WHAT YOU ARE ASKED TO DO: Count every line below that holds the word "main", and give the number with no other words.

----

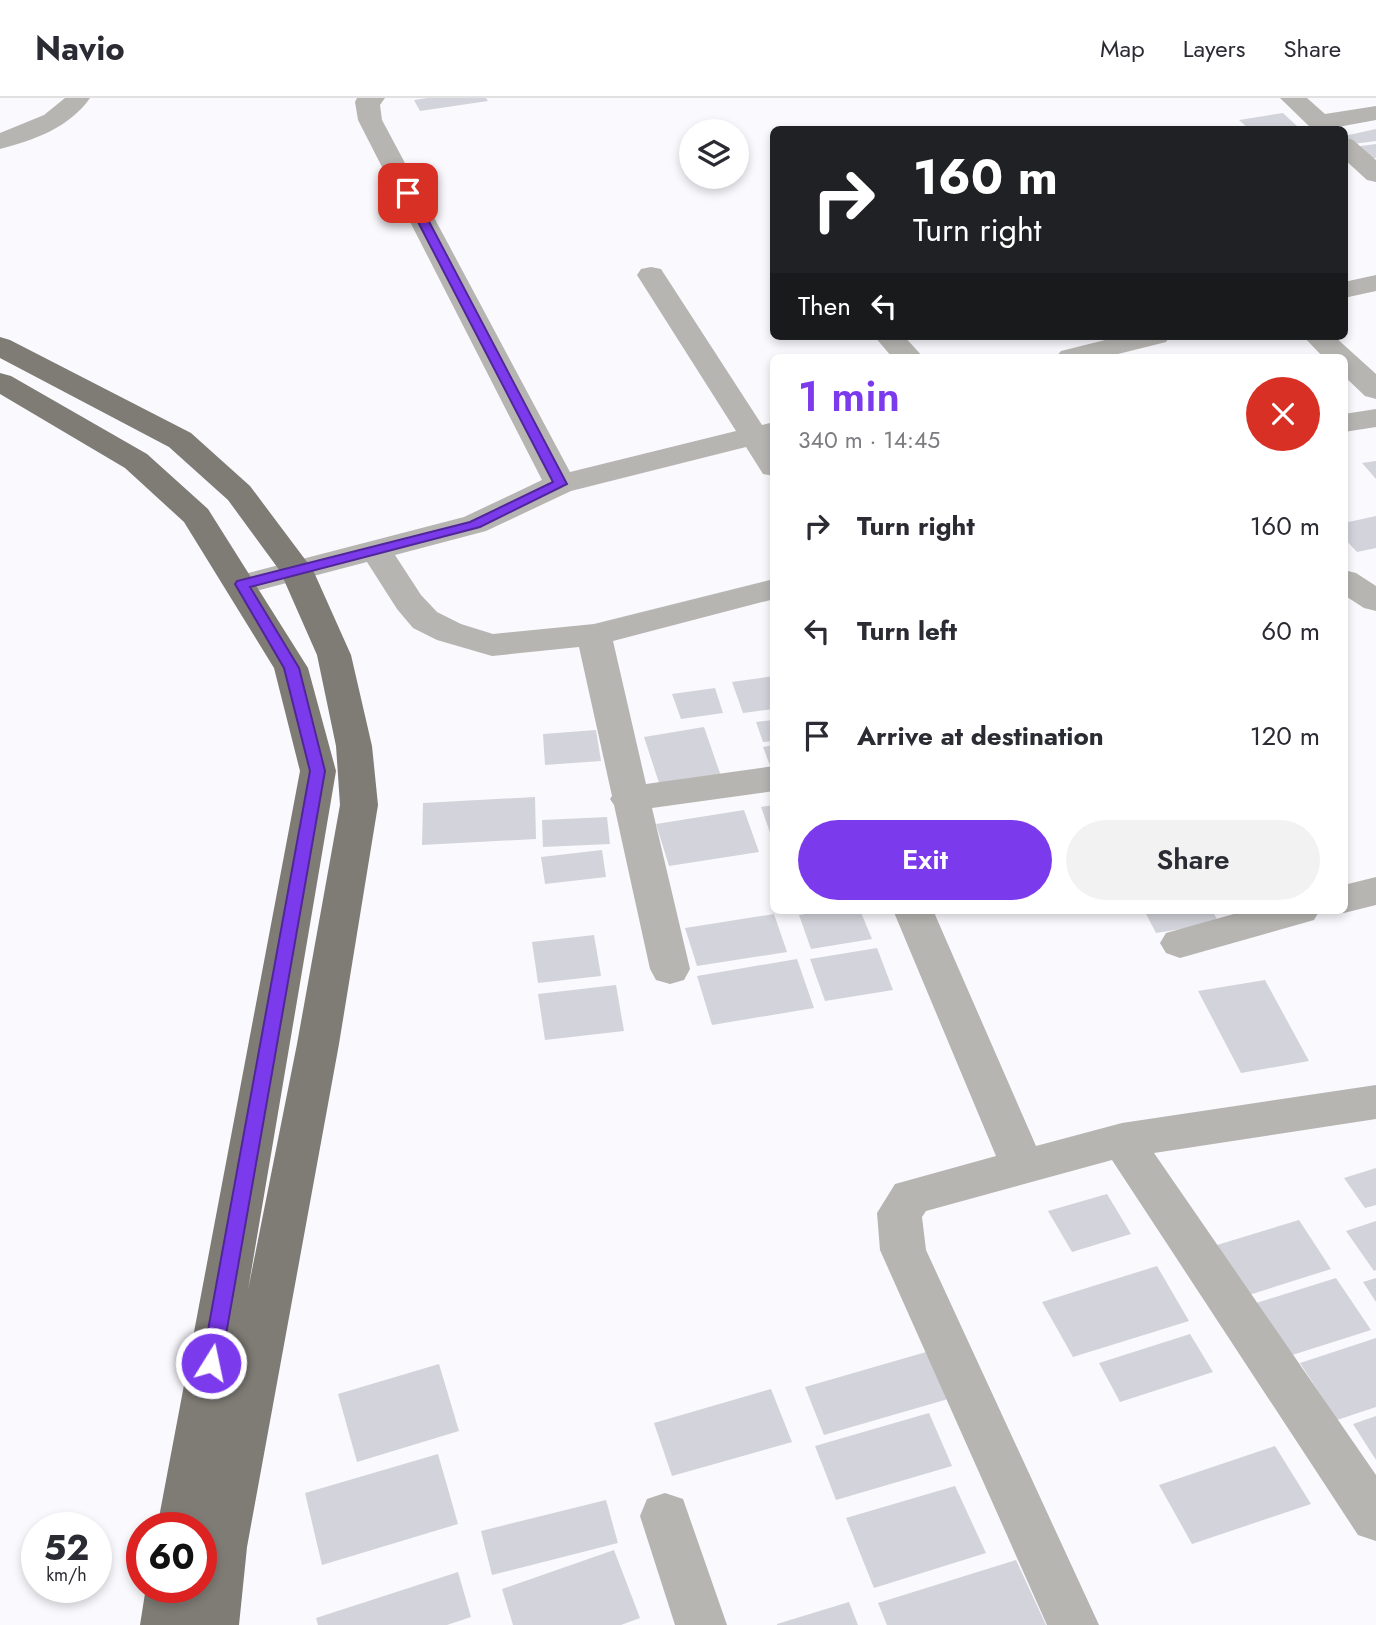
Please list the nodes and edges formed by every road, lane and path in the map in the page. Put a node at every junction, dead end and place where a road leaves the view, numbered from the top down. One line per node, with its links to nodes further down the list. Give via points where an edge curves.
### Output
1 (78, 98): 6 (street, via 53,122)
2 (373, 98): 27 (street, via 367,102 370,120)
3 (1292, 98): 5 (street)
4 (1376, 113): 5 (street)
5 (1324, 126)
6 (0, 141)
7 (1348, 149): 8 (street)
8 (1376, 174)
9 (651, 275): 25 (street)
10 (1376, 283): 11 (street)
11 (1348, 289)
12 (892, 340): 17 (street)
13 (1148, 340): 16 (street)
14 (1321, 340): 19 (street)
15 (0, 346): 29 (main road, via 180,440 239,493)
16 (1125, 351): 18 (street)
17 (905, 354)
18 (1098, 354)
19 (1337, 354)
20 (1348, 364): 22 (street)
21 (0, 382): 31 (main road, via 136,461 197,516)
22 (1376, 390)
23 (1376, 418): 24 (street)
24 (1348, 423)
25 (763, 433): 26 (street); 27 (street)
26 (770, 455)
27 (560, 484): 28 (street, via 475,524)
28 (376, 551): 29 (street); 34 (street, via 425,620 449,632 492,645)
29 (296, 570): 31 (street); 51 (main road, via 334,655 354,746 359,805 222,1547)
30 (1348, 583): 33 (street)
31 (242, 584): 46 (main road, via 291,668 318,771)
32 (770, 590): 34 (street)
33 (1376, 601)
34 (594, 635): 36 (street)
35 (770, 779): 36 (street)
36 (629, 799): 42 (street)
37 (1376, 891): 38 (street)
38 (1348, 898)
39 (915, 914): 45 (street)
40 (1285, 914): 41 (street)
41 (1180, 943)
42 (670, 969)
43 (1376, 1102): 44 (street)
44 (1122, 1140): 45 (street); 48 (street)
45 (1023, 1167): 53 (street, via 911,1197 898,1213 902,1250)
46 (186, 1512)
47 (665, 1516): 52 (street)
48 (1376, 1518)
49 (169, 1603): 50 (main road)
50 (166, 1625)
51 (213, 1625)
52 (701, 1625)
53 (1073, 1625)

----

SOLUTION TO THE EXERCISE: 5